Loading
Ilustrasi Greenland Denmark. (ANTARAAnadolu/py)
JAKARTA, ARAHKITA.COM – Pemerintah Amerika Serikat menegaskan bahwa wacana akuisisi Greenland yang kembali mengemuka di era kepemimpinan Donald Trump bukan sekadar manuver politik, melainkan bagian dari strategi besar Washington dalam menghadapi pengaruh China dan Rusia di kawasan Arktik.
Gedung Putih menyebut, isu Greenland kini masuk dalam pembahasan aktif tim keamanan nasional AS. Wilayah otonom milik Denmark itu dipandang memiliki posisi strategis dalam menjaga keseimbangan geopolitik di kawasan kutub utara yang kian diperebutkan negara-negara besar.
Juru bicara Gedung Putih, Karoline Leavitt, menjelaskan bahwa Presiden Trump secara terbuka menilai langkah tersebut sebagai kepentingan nasional Amerika Serikat.
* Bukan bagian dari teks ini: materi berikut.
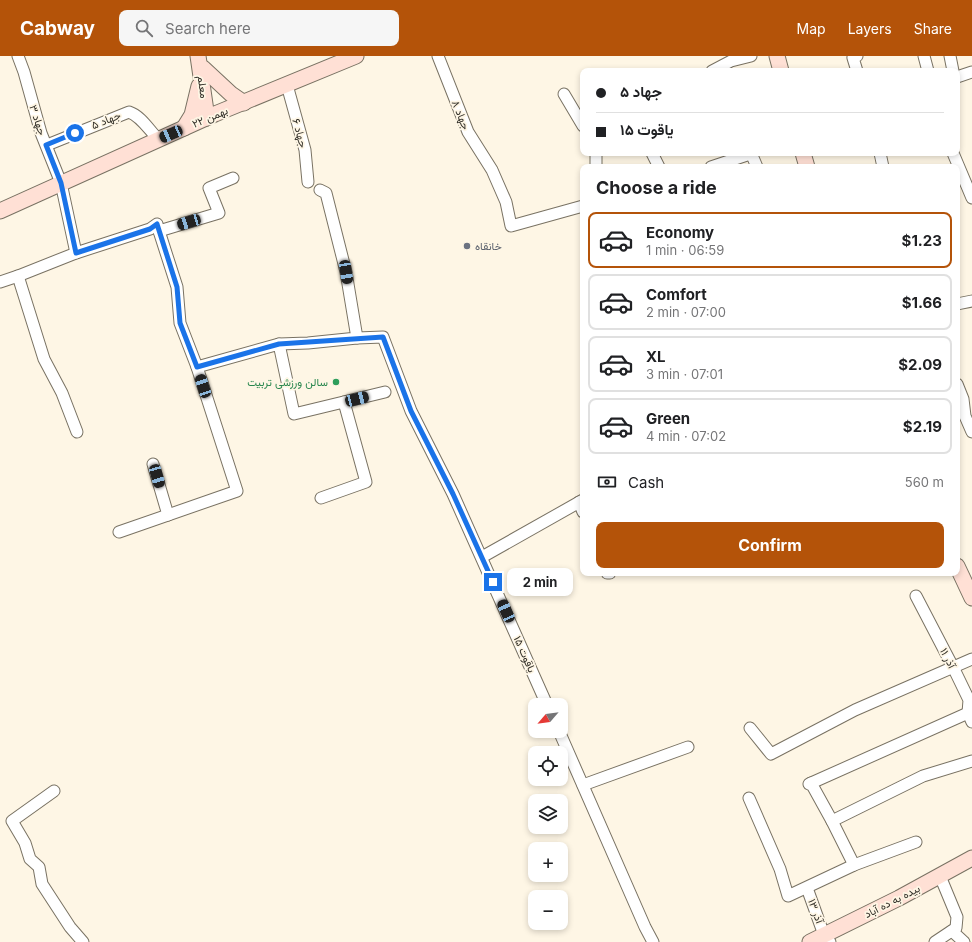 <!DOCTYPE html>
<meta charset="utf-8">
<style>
:root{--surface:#fff;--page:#f6f6f6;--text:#202124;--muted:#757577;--line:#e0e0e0;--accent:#b45309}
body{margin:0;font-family:Inter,Vazirmatn,sans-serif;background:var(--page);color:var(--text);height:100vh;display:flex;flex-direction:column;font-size:15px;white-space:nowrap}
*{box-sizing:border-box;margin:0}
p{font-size:13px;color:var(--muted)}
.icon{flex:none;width:22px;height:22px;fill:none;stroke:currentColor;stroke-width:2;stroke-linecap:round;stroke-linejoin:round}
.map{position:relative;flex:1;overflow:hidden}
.sheet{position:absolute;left:580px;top:108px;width:380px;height:412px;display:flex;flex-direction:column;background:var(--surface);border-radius:8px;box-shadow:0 2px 6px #0003}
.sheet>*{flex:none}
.banner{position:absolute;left:580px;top:12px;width:380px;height:88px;border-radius:8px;box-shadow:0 2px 6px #0003;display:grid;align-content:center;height:88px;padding:0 16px;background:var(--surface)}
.needle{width:26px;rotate:242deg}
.buttons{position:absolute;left:528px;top:642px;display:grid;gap:8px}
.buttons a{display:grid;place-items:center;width:40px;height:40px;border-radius:8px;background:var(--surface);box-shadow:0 2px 6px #0003;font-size:20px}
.end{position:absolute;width:18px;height:18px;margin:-9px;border:5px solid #1a73e8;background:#fff;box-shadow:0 0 0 2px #fff}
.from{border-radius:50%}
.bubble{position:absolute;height:28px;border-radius:8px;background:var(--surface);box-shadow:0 2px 6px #0003;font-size:13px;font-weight:700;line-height:28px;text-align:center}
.car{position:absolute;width:12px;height:24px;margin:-12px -6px;border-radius:5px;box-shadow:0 0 3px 1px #0007;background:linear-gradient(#222 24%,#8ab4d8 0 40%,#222 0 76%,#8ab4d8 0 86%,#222 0)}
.banner b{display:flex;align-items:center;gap:14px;height:38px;font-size:15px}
.banner b+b{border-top:1px solid var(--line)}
.banner i{width:10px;height:10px;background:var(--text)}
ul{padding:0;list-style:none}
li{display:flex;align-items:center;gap:12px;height:56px;margin:0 8px 6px;padding:0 8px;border:2px solid var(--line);border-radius:8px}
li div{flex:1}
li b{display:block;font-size:15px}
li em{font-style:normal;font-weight:700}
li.current{border-color:var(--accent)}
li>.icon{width:36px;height:36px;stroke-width:1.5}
h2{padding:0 16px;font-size:18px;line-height:48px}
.pay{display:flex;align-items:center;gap:10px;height:44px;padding:0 16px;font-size:15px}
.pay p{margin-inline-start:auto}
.button{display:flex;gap:8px;margin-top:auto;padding:8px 16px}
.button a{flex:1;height:46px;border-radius:8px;background:var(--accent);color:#fff;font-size:16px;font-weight:700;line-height:46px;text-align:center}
header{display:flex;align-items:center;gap:24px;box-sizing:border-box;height:56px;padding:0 20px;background:var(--accent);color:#fff}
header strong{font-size:19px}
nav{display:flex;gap:22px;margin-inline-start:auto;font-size:14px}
.search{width:280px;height:36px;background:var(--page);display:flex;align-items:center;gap:10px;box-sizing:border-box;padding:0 14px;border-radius:8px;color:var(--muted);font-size:15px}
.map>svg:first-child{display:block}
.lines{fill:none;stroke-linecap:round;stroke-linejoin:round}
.minor-casing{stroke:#797263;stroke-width:13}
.secondary-casing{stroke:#797263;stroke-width:17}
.minor{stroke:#fff;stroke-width:11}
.secondary{stroke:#ffe0d5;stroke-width:15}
.route{stroke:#1a73e8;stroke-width:5}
.worship-dot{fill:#6b7280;stroke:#fef6e5;stroke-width:1.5}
.leisure-dot{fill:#2e9e5b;stroke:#fef6e5;stroke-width:1.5}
.labels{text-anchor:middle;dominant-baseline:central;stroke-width:3.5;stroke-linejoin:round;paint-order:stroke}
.street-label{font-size:11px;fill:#322f28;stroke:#fef6e5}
.worship-label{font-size:11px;fill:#5b616d;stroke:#fef6e5;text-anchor:start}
.leisure-label{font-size:11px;fill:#27864d;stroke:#fef6e5;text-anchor:end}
</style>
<header>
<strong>Cabway</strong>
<div class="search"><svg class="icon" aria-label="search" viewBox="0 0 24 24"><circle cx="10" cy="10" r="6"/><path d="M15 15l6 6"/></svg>Search here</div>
<nav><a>Map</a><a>Layers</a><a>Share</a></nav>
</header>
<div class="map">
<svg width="972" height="886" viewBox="0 0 972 886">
<rect width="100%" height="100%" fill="#fef6e5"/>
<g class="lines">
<defs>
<g id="minor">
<polyline points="18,0 24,16 41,77 61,127 76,197"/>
<polyline points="438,0 468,76 492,114 506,146 511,170 583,150"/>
<polyline points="857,0 853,2 857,15"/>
<polyline points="924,0 928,15"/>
<polyline points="950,0 953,15"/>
<polyline points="712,15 731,5 751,0"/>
<polyline points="957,21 972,16"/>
<polyline points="287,29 305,94 308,126"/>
<polyline points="564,38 583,70"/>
<path d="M47 89 129 56C141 60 149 74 158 83"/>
<polyline points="596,97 596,111"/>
<polyline points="652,97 659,111"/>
<polyline points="751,97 757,111"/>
<polyline points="880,97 883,111"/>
<polyline points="953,97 972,142"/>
<polyline points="711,111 747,99 751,97"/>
<polyline points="18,220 44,303 62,337 77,376"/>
<polyline points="0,226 18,220 76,197 150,173 157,168 159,175 219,157 209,132 233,122"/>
<polyline points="957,248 972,245"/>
<polyline points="357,282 383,281 411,355 453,438 547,649"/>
<polyline points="279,288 308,287 357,282 346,216 326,137 320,134"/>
<polyline points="197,311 279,288 294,358 385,336"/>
<polyline points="957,328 963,343 965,360 972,376"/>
<polyline points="153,408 168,459"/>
<polyline points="321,442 366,426 344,346"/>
<polyline points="579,446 583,456"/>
<polyline points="119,476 237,435 197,311 180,267 177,231 159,175"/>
<polyline points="482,501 583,444"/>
<polyline points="607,517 610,517"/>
<polyline points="916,540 953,611 969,644 968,657 972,666"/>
<polyline points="750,672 771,698 855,654 972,603"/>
<polyline points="559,675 645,871 653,886"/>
<polyline points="811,727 832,765 923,720 972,705"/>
<polyline points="809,728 968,657"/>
<polyline points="583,729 688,691"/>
<polyline points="54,735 12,765 25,787 30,803 39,811 42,828 70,871 83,886"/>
<polyline points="749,742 780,813 788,840 854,809 916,786"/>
<polyline points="832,765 854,809"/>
<polyline points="807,832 824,879 830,886"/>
<polyline points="952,875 964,886"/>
<polyline points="935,886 956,872 957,861 940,820"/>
</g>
<g id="secondary">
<polyline points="198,0 207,62"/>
<polyline points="777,0 781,15"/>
<polyline points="203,12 231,38 244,47"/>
<polyline points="184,72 192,59 199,30"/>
<polyline points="803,97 807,111"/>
<polyline points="0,155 215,58 356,0"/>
<polyline points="957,510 972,542"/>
<polyline points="810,886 899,842 972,802"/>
</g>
</defs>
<use href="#minor" class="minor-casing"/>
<use href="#secondary" class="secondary-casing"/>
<use href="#minor" class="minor"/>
<use href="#secondary" class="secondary"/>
</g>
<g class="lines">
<polyline class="route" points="75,77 46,89 61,127 76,197 150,173 157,168 177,231 180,267 197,311 279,288 383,281 411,355 453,438 493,526"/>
</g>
<circle class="worship-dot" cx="467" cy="190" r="4"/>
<circle class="leisure-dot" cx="336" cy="326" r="4"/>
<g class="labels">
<g class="street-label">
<text transform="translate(203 31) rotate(82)">معلم</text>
<text transform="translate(461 59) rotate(68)">جهاد ۸</text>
<text transform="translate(210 61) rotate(-23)">۲۲ بهمن</text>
<text transform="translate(38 64) rotate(72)">جهاد ۳</text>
<text transform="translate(106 64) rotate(-22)">جهاد ۵</text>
<text transform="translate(300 77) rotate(75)">جهاد ۶</text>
<text transform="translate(525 598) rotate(66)">یاقوت ۱۵</text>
<text transform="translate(948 602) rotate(63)">آذر ۱۱</text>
<text transform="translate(892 845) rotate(-27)">بیده به ده آباد</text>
<text transform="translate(816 855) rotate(70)">آذر ۱۳</text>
</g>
<g class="worship-label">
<text x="475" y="190">خانقاه</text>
</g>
<g class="leisure-label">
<text x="328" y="326">سالن ورزشی تربیت</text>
</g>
</g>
</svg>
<div class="buttons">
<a><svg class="needle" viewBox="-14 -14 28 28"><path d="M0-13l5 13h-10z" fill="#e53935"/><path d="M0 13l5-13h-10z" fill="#757577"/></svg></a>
<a><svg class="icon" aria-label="locate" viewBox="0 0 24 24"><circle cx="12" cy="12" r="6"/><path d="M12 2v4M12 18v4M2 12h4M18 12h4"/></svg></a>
<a><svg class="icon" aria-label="layers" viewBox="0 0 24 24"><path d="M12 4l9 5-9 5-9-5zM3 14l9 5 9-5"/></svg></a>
<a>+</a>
<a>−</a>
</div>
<i class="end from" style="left:75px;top:77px"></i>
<i class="end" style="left:493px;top:526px"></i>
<div class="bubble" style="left:507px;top:512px;width:66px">2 min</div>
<i class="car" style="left:171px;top:78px;rotate:247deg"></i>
<i class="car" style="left:189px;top:166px;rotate:253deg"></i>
<i class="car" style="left:346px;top:216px;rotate:171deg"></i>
<i class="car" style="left:203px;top:330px;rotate:342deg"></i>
<i class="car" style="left:357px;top:343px;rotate:76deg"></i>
<i class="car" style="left:157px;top:420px;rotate:164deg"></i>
<i class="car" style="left:506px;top:555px;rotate:336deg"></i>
<div class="banner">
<b><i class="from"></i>جهاد ۵</b>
<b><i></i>یاقوت ۱۵</b>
</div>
<section class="sheet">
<h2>Choose a ride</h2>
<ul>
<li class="current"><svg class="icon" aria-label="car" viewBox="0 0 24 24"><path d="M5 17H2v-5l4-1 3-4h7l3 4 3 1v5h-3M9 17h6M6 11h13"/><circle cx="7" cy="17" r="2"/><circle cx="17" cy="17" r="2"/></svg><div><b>Economy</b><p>1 min · 06:59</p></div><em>$1.23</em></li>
<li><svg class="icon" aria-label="car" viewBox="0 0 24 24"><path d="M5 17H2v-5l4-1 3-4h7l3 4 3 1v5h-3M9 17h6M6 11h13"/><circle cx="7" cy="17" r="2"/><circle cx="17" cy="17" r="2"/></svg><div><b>Comfort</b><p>2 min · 07:00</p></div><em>$1.66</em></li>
<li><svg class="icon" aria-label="car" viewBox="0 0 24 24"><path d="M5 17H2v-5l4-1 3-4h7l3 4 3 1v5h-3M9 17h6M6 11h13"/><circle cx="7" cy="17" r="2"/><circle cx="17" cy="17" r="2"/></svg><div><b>XL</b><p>3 min · 07:01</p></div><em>$2.09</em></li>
<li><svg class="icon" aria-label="car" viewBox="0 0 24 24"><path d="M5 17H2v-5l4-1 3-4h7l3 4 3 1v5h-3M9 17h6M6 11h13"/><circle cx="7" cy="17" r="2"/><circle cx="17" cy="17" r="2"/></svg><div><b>Green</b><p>4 min · 07:02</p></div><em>$2.19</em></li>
</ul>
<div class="pay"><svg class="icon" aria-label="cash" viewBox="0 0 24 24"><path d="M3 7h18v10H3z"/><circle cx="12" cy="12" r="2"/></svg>Cash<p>560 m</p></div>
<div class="button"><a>Confirm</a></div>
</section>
</div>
Fokus utamanya adalah mencegah ekspansi dan tekanan militer China serta Rusia di kawasan Arktik yang kaya sumber daya alam dan jalur strategis global.
Menurut Leavitt, berbagai skenario masih dikaji oleh pemerintah AS. Meski demikian, ia menekankan bahwa jalur diplomasi tetap menjadi pilihan utama dalam setiap kebijakan luar negeri Trump. Opsi lain, termasuk pendekatan militer, disebut hanya sebagai langkah terakhir jika situasi menuntut dikutip Antara.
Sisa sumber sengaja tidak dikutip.